- [Dataset records]:
━━━

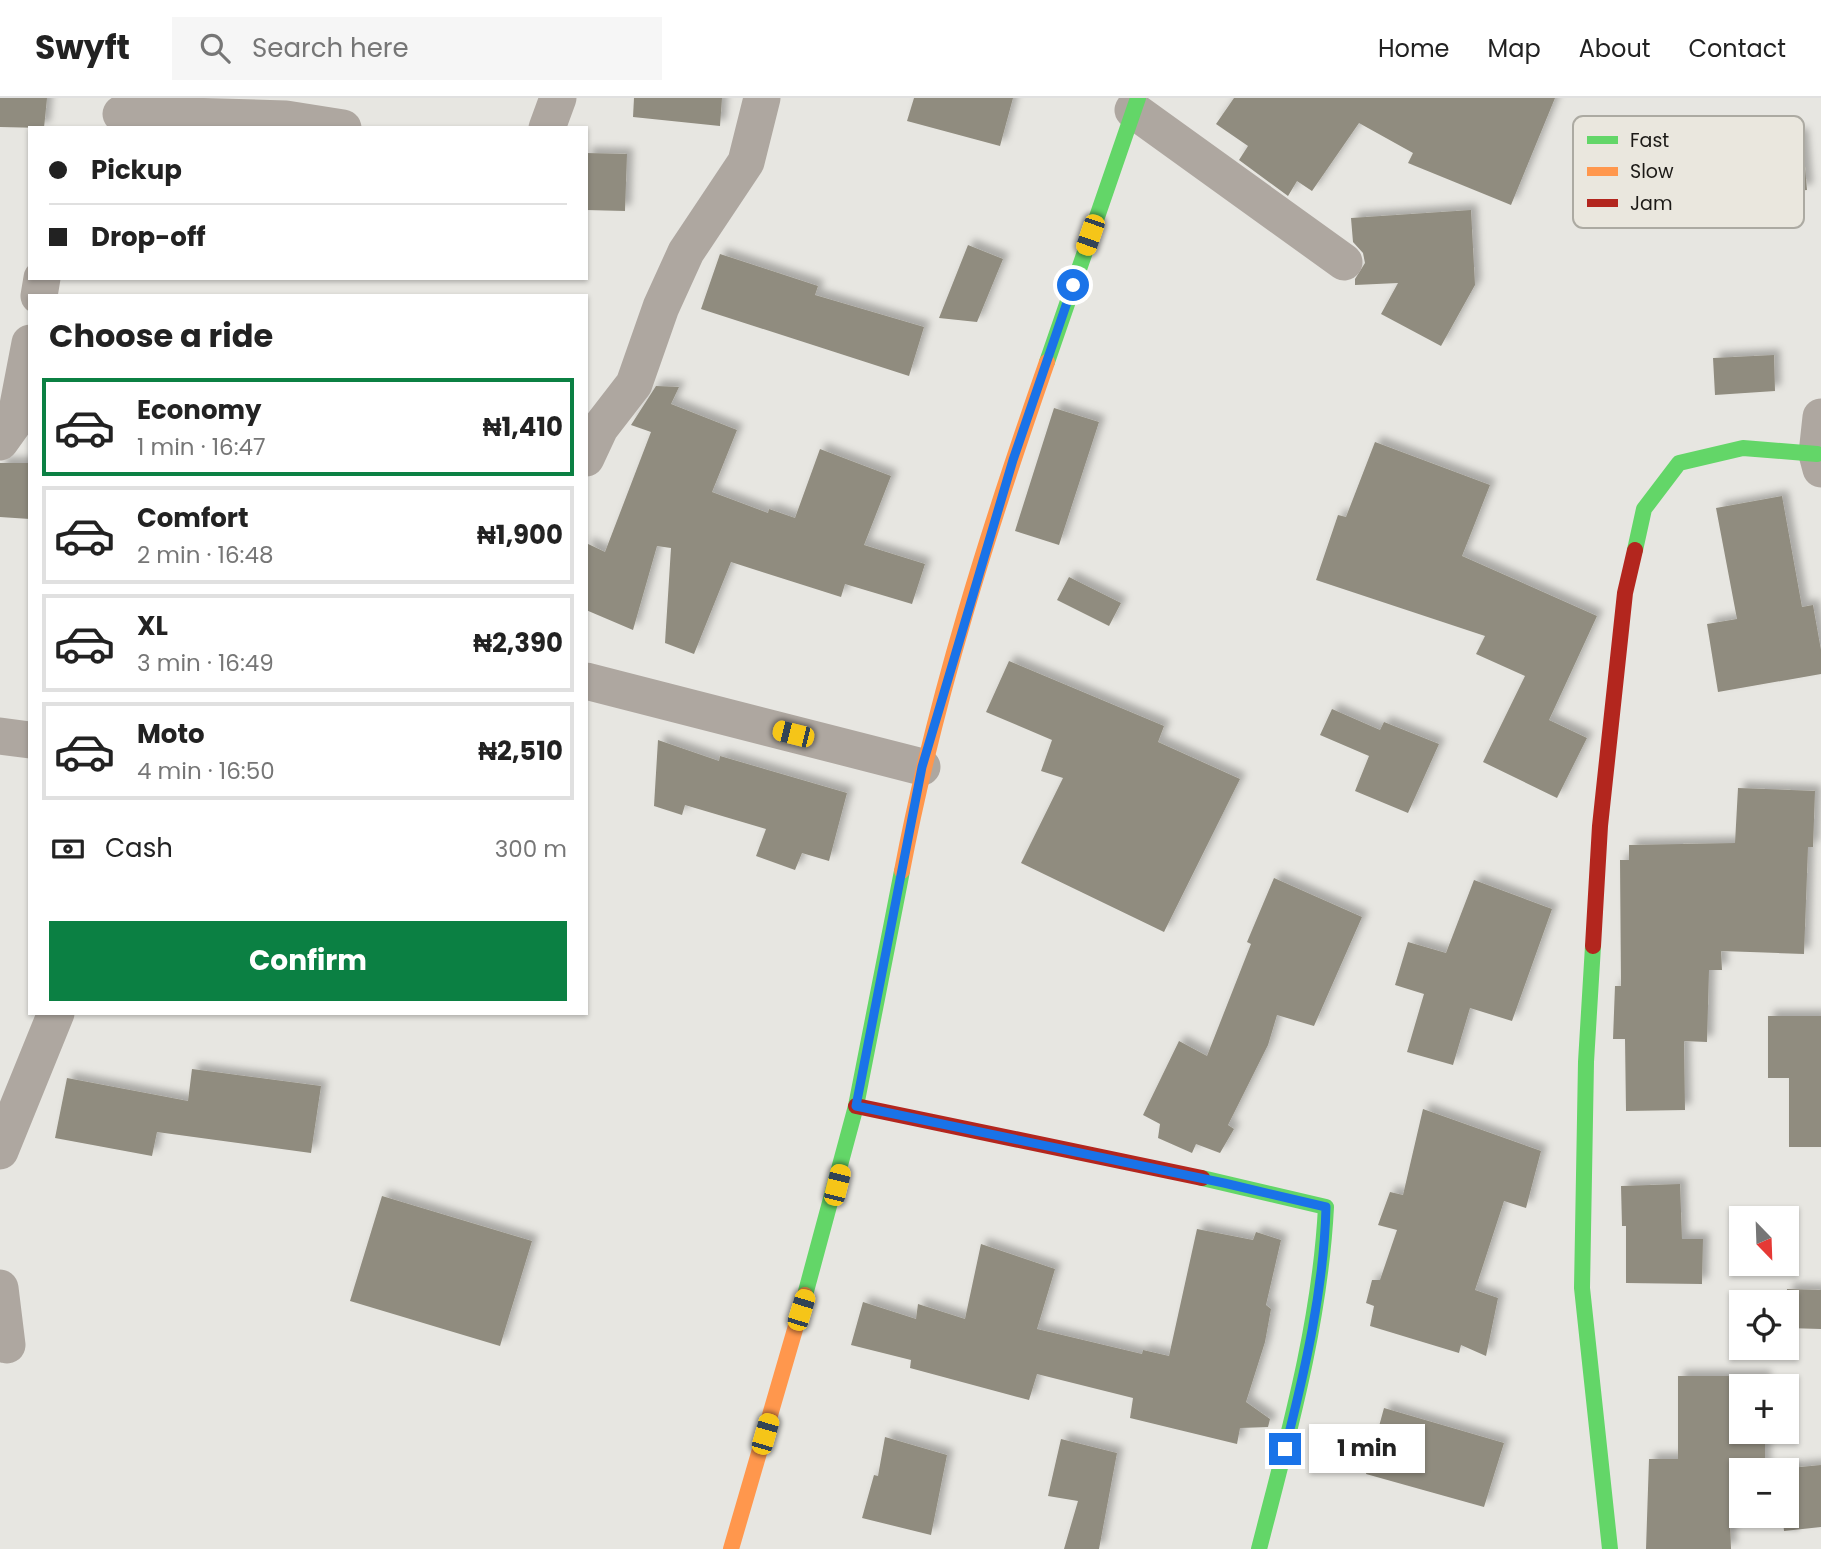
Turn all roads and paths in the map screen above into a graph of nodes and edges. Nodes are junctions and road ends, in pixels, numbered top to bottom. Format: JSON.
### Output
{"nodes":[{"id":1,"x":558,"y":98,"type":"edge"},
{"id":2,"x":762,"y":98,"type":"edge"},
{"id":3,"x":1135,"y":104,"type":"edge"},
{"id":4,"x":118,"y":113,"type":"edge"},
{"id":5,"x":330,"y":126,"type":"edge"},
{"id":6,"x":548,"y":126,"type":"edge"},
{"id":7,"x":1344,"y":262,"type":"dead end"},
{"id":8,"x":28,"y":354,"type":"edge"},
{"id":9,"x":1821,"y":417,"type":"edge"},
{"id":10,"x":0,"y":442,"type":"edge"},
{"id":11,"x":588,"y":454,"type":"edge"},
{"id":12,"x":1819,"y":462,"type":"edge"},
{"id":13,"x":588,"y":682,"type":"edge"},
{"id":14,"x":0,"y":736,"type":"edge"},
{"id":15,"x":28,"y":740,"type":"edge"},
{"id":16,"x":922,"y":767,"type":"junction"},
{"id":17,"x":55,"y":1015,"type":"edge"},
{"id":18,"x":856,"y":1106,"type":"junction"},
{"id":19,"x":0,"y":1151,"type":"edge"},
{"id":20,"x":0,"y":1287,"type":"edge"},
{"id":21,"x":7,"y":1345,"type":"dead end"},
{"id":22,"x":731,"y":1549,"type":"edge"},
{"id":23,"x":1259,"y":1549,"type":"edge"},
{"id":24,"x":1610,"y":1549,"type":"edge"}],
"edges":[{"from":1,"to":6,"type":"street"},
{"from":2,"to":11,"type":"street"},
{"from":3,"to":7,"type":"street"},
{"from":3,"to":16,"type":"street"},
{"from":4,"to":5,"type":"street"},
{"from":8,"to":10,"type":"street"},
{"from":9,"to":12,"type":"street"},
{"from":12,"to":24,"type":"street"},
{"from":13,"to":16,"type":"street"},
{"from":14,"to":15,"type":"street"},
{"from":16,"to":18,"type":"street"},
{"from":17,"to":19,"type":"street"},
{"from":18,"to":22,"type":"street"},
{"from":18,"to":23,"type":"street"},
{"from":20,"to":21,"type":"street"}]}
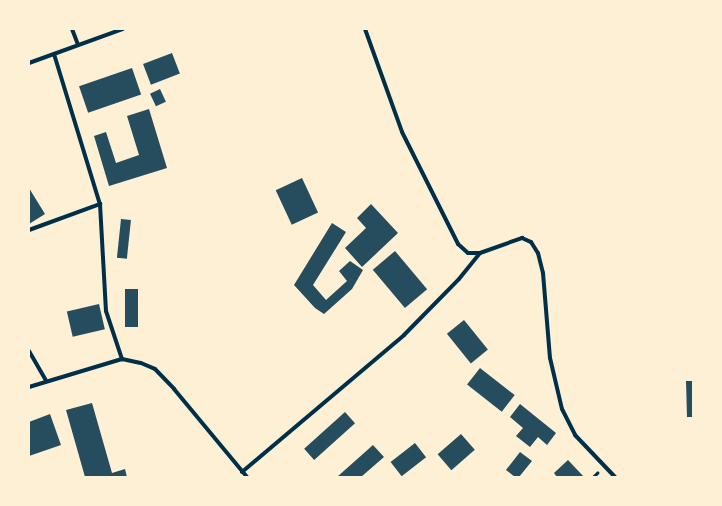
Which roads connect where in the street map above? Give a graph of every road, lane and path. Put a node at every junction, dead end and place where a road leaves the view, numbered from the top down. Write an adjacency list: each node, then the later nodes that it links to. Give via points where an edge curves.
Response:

━━━

Retype every entry above exactly, leaving out the pictures.

Turn all roads and paths in the map screen above into a graph of nodes and edges. Nodes are junctions and road ends, in pixels, numbered top to bottom. Format: JSON.
### Output
{"nodes":[{"id":1,"x":558,"y":98,"type":"edge"},
{"id":2,"x":762,"y":98,"type":"edge"},
{"id":3,"x":1135,"y":104,"type":"edge"},
{"id":4,"x":118,"y":113,"type":"edge"},
{"id":5,"x":330,"y":126,"type":"edge"},
{"id":6,"x":548,"y":126,"type":"edge"},
{"id":7,"x":1344,"y":262,"type":"dead end"},
{"id":8,"x":28,"y":354,"type":"edge"},
{"id":9,"x":1821,"y":417,"type":"edge"},
{"id":10,"x":0,"y":442,"type":"edge"},
{"id":11,"x":588,"y":454,"type":"edge"},
{"id":12,"x":1819,"y":462,"type":"edge"},
{"id":13,"x":588,"y":682,"type":"edge"},
{"id":14,"x":0,"y":736,"type":"edge"},
{"id":15,"x":28,"y":740,"type":"edge"},
{"id":16,"x":922,"y":767,"type":"junction"},
{"id":17,"x":55,"y":1015,"type":"edge"},
{"id":18,"x":856,"y":1106,"type":"junction"},
{"id":19,"x":0,"y":1151,"type":"edge"},
{"id":20,"x":0,"y":1287,"type":"edge"},
{"id":21,"x":7,"y":1345,"type":"dead end"},
{"id":22,"x":731,"y":1549,"type":"edge"},
{"id":23,"x":1259,"y":1549,"type":"edge"},
{"id":24,"x":1610,"y":1549,"type":"edge"}],
"edges":[{"from":1,"to":6,"type":"street"},
{"from":2,"to":11,"type":"street"},
{"from":3,"to":7,"type":"street"},
{"from":3,"to":16,"type":"street"},
{"from":4,"to":5,"type":"street"},
{"from":8,"to":10,"type":"street"},
{"from":9,"to":12,"type":"street"},
{"from":12,"to":24,"type":"street"},
{"from":13,"to":16,"type":"street"},
{"from":14,"to":15,"type":"street"},
{"from":16,"to":18,"type":"street"},
{"from":17,"to":19,"type":"street"},
{"from":18,"to":22,"type":"street"},
{"from":18,"to":23,"type":"street"},
{"from":20,"to":21,"type":"street"}]}
Which roads connect where in the street map above? Give a graph of every road, lane and path. Put a node at every junction, dead end and place where a road leaves the view, numbered from the top down. Write an adjacency list: each node, then the later nodes that it links to. Give via points where an edge curves.
Response:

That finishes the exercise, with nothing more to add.